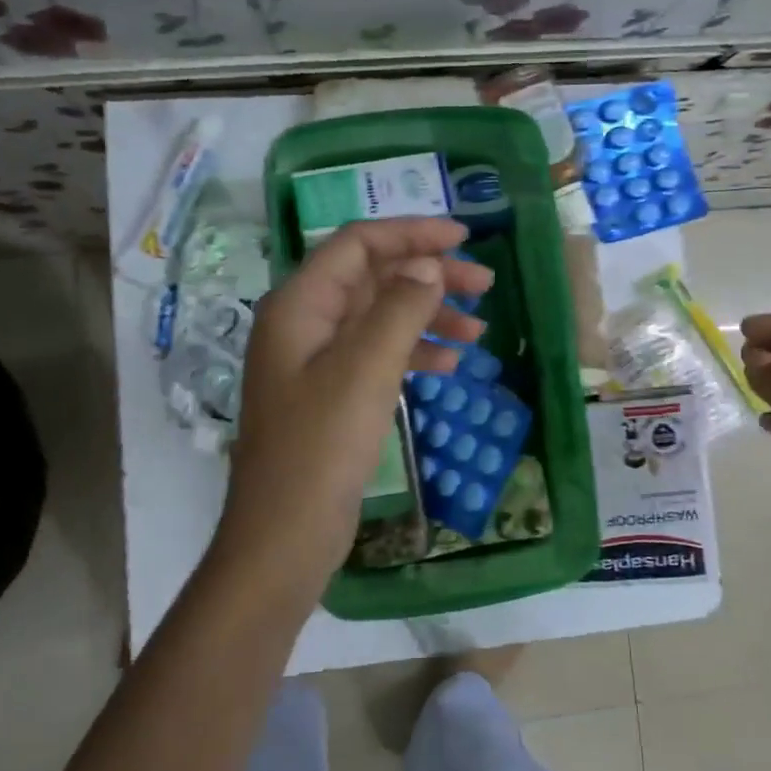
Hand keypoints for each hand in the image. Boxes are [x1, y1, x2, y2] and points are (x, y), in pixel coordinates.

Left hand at [218, 218, 493, 581]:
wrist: (284, 536)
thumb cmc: (320, 448)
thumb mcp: (365, 370)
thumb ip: (399, 308)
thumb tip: (428, 266)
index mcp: (300, 305)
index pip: (358, 245)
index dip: (411, 233)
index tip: (464, 238)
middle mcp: (304, 324)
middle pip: (372, 279)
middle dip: (428, 277)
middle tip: (485, 286)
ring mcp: (316, 363)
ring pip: (380, 319)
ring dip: (428, 318)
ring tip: (478, 333)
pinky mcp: (331, 396)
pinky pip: (377, 357)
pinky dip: (413, 354)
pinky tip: (449, 367)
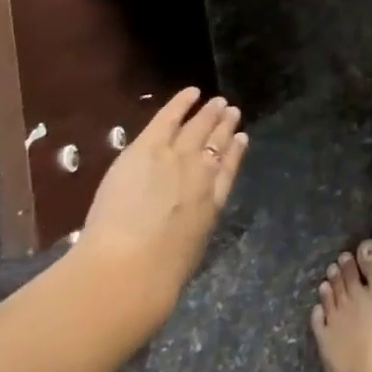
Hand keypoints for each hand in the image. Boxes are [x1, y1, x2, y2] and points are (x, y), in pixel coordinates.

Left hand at [77, 87, 248, 315]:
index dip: (235, 153)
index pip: (228, 170)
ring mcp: (177, 157)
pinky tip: (192, 92)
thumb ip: (190, 233)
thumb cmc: (156, 279)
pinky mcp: (148, 148)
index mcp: (213, 204)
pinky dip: (182, 103)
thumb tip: (185, 229)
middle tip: (232, 112)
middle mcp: (203, 174)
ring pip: (199, 127)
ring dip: (210, 113)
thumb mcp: (188, 254)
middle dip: (225, 127)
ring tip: (219, 102)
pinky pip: (169, 117)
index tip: (242, 139)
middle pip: (217, 144)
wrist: (129, 271)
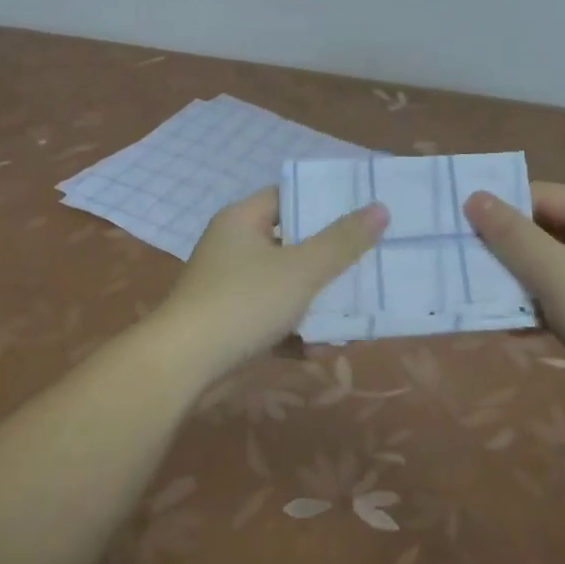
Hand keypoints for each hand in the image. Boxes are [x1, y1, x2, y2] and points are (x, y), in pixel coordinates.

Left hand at [154, 187, 387, 380]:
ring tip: (357, 315)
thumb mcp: (301, 269)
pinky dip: (298, 329)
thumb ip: (342, 241)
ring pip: (287, 284)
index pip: (289, 196)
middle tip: (372, 263)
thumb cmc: (243, 302)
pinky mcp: (234, 323)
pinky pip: (275, 317)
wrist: (185, 367)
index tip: (365, 211)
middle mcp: (235, 247)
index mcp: (243, 219)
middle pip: (293, 243)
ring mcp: (232, 287)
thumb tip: (380, 207)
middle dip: (331, 259)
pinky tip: (325, 347)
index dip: (325, 201)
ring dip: (319, 301)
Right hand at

YOUR INSTRUCTIONS
Return a copy of each line in the records above that has "Left" in it.

PROBLEM SOLUTION
Left hand at [218, 218, 493, 581]:
Left hand at [77, 87, 248, 315]:
Left hand at [154, 187, 387, 380]:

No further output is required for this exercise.